LO SCUGNIZZO DELLE QUATTRO GIORNATE

 

di Sergio Zazzera

 


Una maniera oleografica di affrontare il tema delle Quattro Giornate di Napoli ha fatto dello scugnizzo una sorta di simbolo dell’insurrezione dedicando alla sua immagine finanche il monumento ufficiale, realizzato da Marino Mazzacurati (1963) e collocato in piazza della Repubblica, alla medesima maniera in cui alla sua figura è riservato un ruolo di primo piano nel film di Nanni Loy, Le Quattro Giornate di Napoli (1962). In altri termini, sembrerebbe quasi che a ribellarsi alla violenza nazifascista a Napoli, prima città in Europa, sia stato soltanto un manipolo di ragazzini, che l’odierno sociologo definirebbe “a disagio”.

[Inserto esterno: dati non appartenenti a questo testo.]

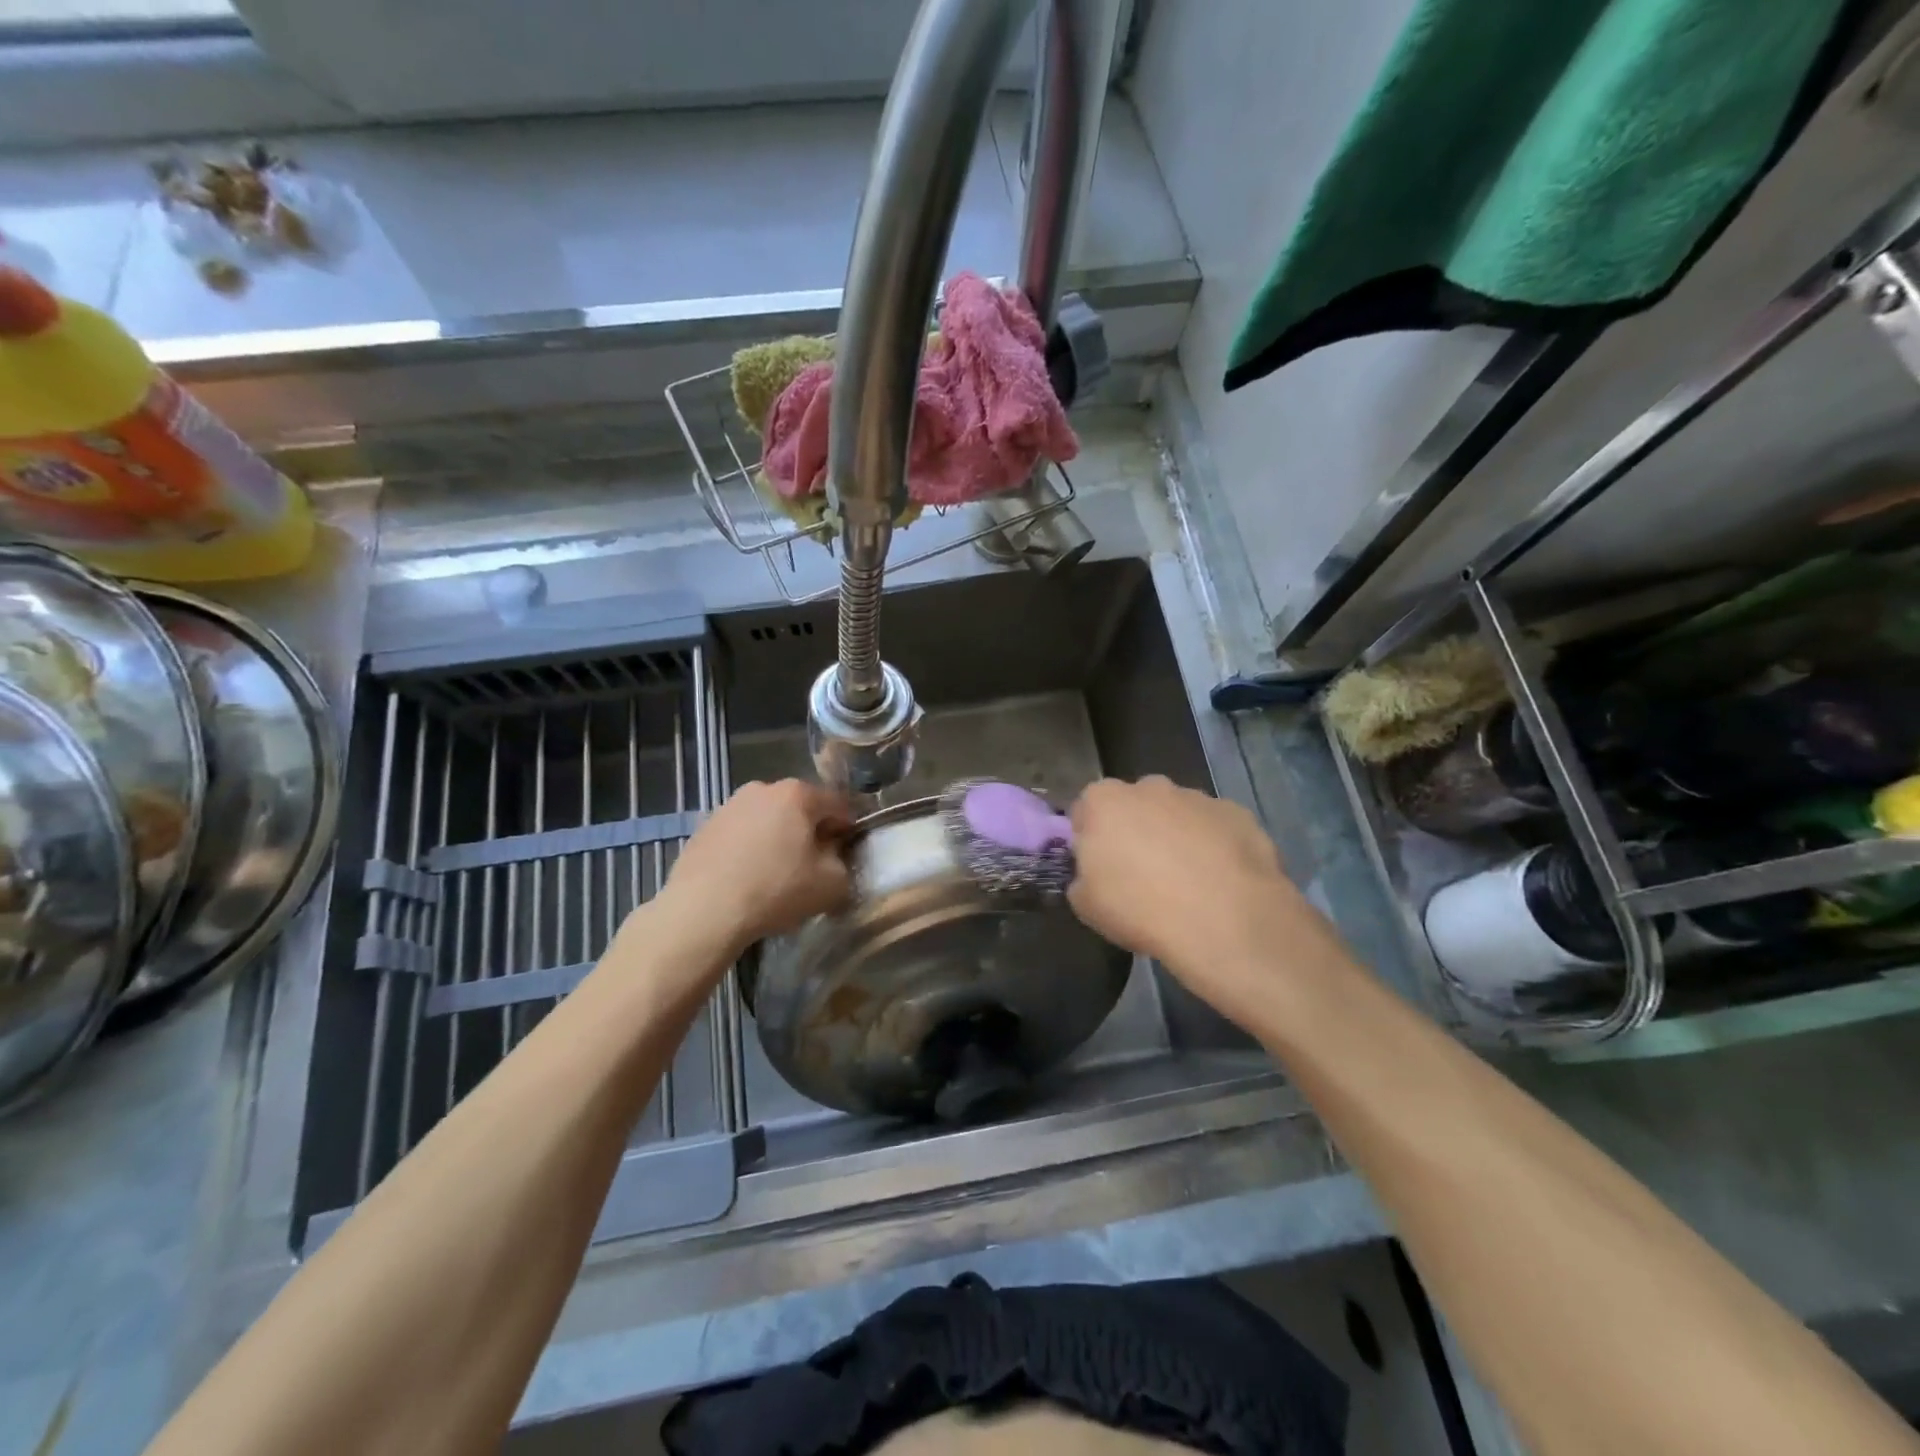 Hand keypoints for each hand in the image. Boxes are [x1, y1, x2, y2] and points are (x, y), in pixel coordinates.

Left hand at [660, 780, 852, 952]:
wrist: (703, 910)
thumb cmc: (776, 890)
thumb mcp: (832, 884)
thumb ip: (843, 863)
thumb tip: (833, 857)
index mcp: (797, 794)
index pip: (837, 804)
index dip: (848, 828)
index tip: (847, 852)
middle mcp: (762, 789)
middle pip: (799, 808)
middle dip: (809, 831)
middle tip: (812, 865)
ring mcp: (728, 806)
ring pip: (767, 820)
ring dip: (777, 839)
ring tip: (776, 875)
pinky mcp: (703, 828)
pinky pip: (740, 836)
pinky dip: (749, 850)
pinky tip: (747, 879)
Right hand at [1068, 776, 1320, 1019]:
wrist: (1223, 921)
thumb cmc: (1139, 909)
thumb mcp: (1086, 906)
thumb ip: (1082, 878)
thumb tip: (1093, 875)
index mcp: (1104, 800)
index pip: (1086, 809)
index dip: (1090, 838)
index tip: (1098, 867)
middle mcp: (1150, 787)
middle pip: (1134, 805)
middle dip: (1136, 831)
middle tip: (1141, 875)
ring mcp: (1198, 797)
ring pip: (1178, 814)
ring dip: (1176, 838)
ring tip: (1186, 884)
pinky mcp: (1239, 814)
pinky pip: (1217, 829)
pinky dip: (1215, 848)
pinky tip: (1220, 883) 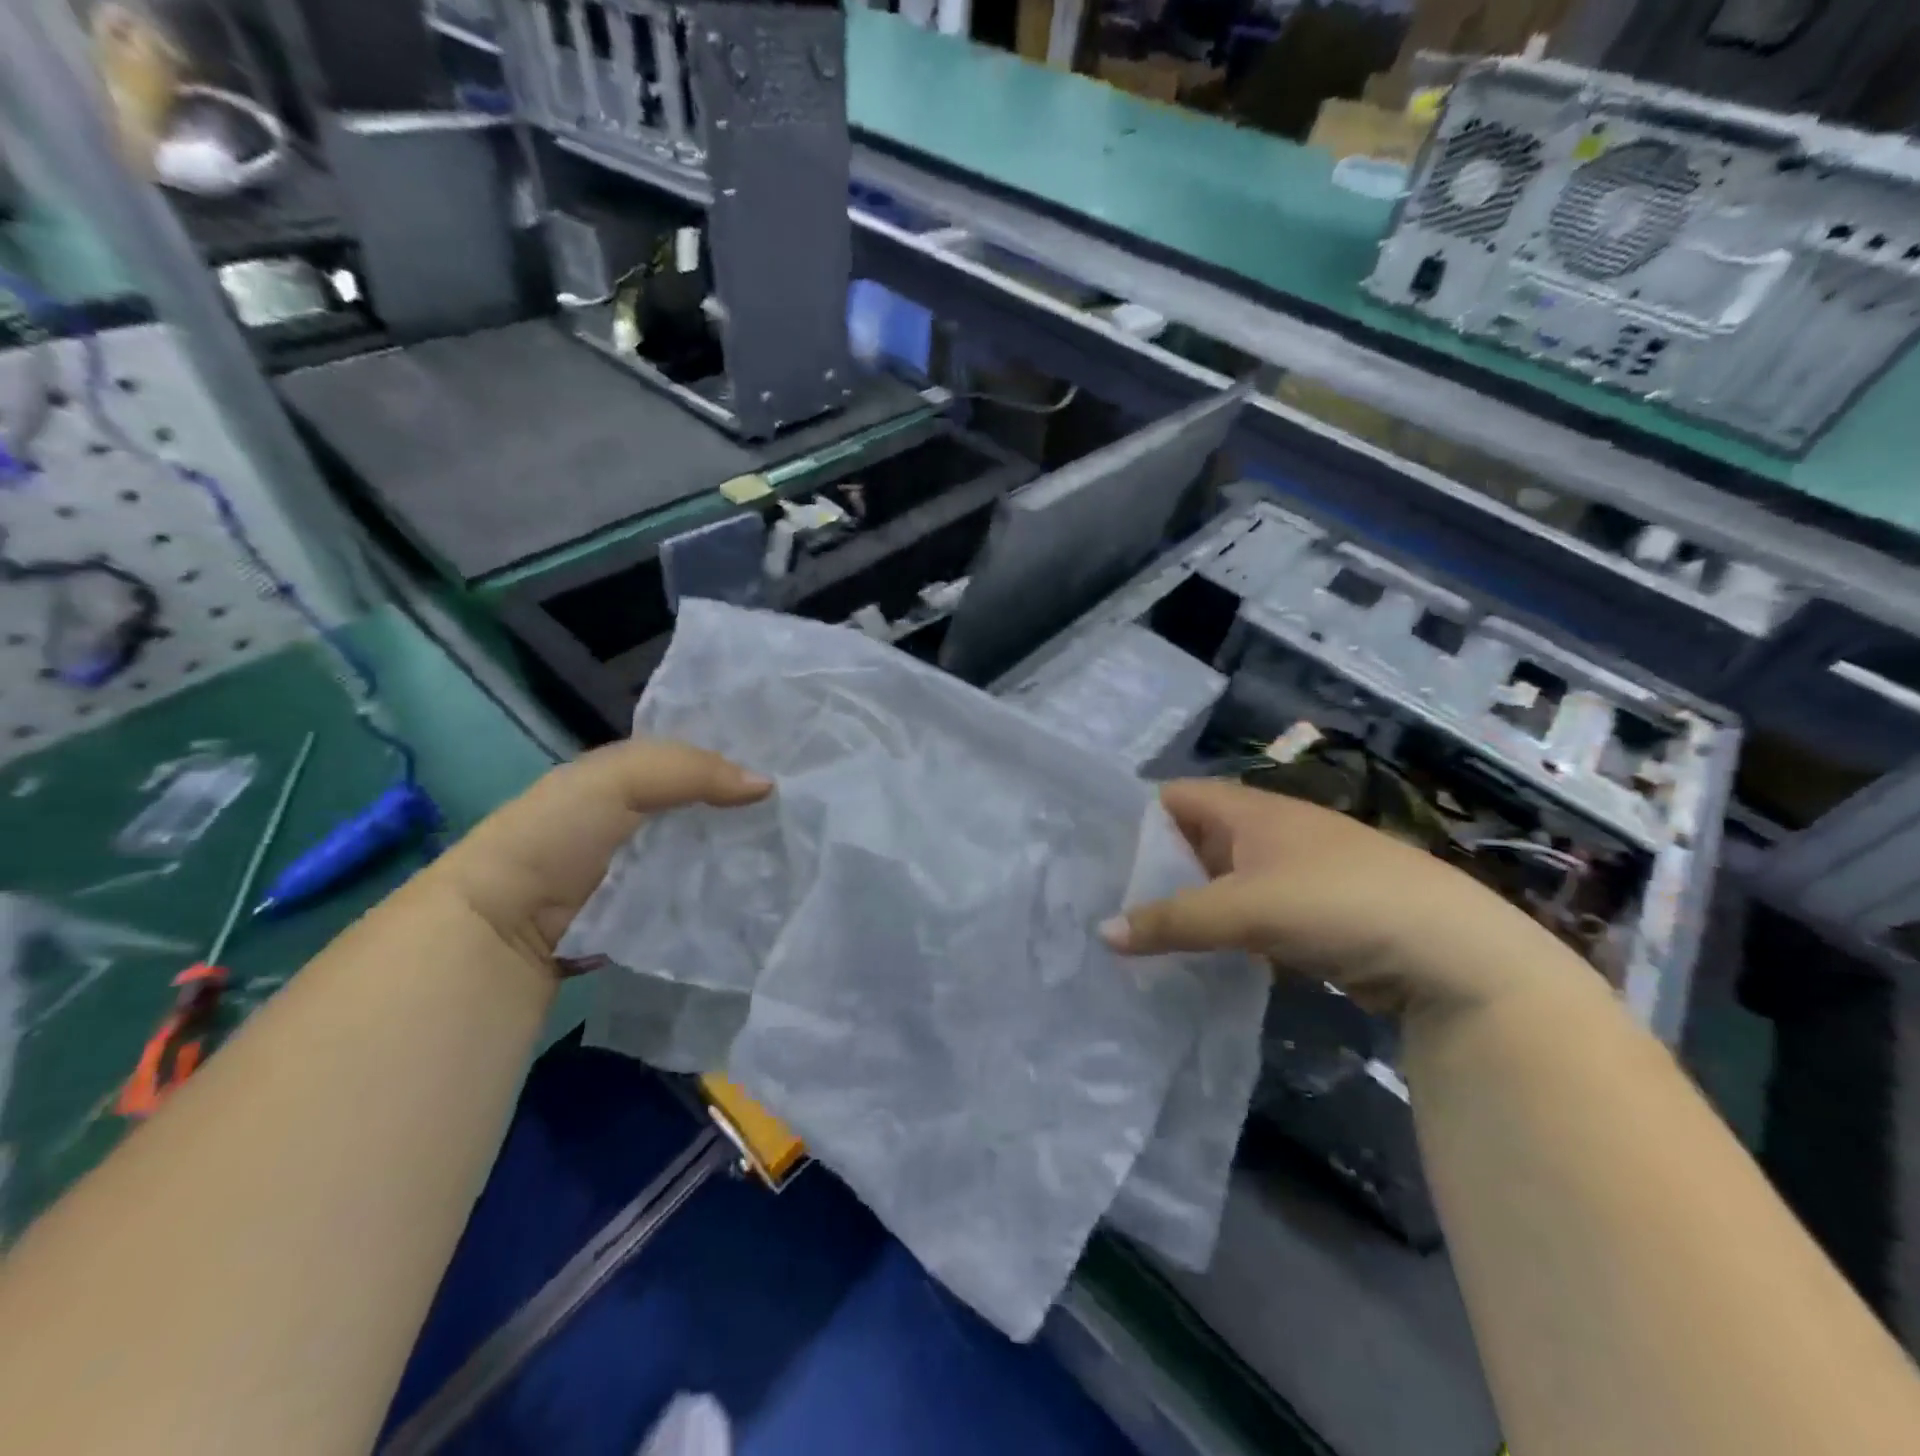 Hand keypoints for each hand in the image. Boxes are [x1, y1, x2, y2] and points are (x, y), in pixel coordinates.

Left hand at [421, 739, 771, 968]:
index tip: (796, 766)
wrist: (503, 925)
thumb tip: (769, 785)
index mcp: (632, 778)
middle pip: (713, 808)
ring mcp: (650, 870)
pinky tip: (768, 891)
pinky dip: (729, 894)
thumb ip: (692, 769)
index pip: (701, 760)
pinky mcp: (655, 913)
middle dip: (754, 810)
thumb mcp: (619, 779)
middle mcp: (644, 821)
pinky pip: (702, 897)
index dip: (743, 758)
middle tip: (809, 814)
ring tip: (802, 852)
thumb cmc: (558, 835)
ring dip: (747, 854)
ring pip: (712, 853)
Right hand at [1101, 779, 1581, 1017]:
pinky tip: (1190, 958)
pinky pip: (1244, 914)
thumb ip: (1173, 921)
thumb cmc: (1339, 902)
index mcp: (1248, 809)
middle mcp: (1265, 831)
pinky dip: (1217, 931)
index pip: (1172, 797)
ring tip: (1133, 934)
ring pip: (1217, 881)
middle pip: (1190, 840)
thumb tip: (1102, 933)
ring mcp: (1289, 873)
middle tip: (1101, 902)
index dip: (1132, 820)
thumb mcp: (1246, 909)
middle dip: (1150, 869)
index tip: (1092, 856)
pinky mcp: (1308, 914)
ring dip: (1184, 904)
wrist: (1454, 953)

Ed è proprio qui il nocciolo del mito. Non v’è dubbio, infatti, che giovanissimi napoletani, provenienti anche da famiglie e ambienti estremamente popolari, abbiano contribuito all’espulsione del nemico-già-alleato, talvolta cadendo anche in combattimento: fra tutte giova ricordare le figure di Filippo Illuminato e di Gennarino Capuozzo. Alla liberazione di Napoli, però, provvide l’intera popolazione – uomini e donne, giovani e anziani, perfino il clero, ciascuno nel ruolo a sé più confacente –, per una motivazione, che non era soltanto politica, bensì anche economica, giacché, proprio come nel 1647, anche nel 1943 una guerra insensata aveva indotto tra il popolo napoletano la fame. Ma ciò che più spiace è il fatto che ad alimentare questo mito sia stata la penna dello scrittore e artista Edoardo Pansini, padre di Adolfo, che fu la più illustre fra le vittime dell’episodio conclusivo della rivolta, vale a dire, l’eccidio di Pezzalonga, quasi che il ruolo di tutta la rimanente parte della popolazione della città fosse stato di mero contorno.